Exercise. Look for the string "button" in the listing. Copy each line that has it.

━━━━━━

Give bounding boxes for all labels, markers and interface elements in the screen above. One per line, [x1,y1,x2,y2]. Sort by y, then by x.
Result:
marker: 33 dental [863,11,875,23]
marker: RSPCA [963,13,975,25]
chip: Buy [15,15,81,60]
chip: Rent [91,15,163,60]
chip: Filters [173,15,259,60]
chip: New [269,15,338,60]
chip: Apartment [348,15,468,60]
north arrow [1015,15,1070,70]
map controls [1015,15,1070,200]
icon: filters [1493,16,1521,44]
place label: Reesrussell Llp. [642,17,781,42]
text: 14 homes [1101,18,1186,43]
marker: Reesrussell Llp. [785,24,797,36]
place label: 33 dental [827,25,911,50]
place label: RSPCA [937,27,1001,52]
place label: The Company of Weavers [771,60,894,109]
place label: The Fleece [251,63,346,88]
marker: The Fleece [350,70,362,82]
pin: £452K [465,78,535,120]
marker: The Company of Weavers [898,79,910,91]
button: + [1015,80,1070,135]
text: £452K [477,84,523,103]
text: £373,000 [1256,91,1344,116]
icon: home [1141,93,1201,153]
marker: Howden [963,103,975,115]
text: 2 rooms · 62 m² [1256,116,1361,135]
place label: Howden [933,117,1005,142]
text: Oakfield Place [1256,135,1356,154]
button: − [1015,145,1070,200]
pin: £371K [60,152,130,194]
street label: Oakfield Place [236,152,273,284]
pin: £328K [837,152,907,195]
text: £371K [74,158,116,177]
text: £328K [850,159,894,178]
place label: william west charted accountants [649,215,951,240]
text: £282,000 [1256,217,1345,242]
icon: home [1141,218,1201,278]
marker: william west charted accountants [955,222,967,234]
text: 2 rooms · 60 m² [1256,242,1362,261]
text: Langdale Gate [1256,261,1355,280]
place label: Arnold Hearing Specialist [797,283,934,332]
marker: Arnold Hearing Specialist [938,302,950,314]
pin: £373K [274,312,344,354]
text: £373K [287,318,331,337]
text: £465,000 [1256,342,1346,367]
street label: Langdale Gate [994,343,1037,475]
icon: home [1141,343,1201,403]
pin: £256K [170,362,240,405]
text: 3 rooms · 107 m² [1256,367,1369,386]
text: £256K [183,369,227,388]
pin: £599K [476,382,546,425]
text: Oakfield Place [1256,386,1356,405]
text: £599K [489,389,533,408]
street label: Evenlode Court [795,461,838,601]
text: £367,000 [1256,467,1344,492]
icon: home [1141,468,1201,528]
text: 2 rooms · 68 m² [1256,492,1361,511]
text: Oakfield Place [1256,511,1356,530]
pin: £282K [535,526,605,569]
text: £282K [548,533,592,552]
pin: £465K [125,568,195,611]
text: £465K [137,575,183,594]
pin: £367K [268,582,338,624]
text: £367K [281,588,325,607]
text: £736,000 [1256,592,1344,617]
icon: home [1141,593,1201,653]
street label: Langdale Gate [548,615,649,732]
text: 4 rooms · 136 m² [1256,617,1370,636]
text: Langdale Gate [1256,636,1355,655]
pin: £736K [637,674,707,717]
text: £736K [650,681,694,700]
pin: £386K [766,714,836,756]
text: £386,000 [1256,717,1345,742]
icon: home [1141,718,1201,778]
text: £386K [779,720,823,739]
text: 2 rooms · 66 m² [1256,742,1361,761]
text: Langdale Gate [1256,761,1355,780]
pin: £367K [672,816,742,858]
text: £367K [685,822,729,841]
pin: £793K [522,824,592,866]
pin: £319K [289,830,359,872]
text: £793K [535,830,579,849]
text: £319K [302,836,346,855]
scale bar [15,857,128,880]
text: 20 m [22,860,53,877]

━━━━━━

Result below.
button: + [1015,80,1070,135]
button: − [1015,145,1070,200]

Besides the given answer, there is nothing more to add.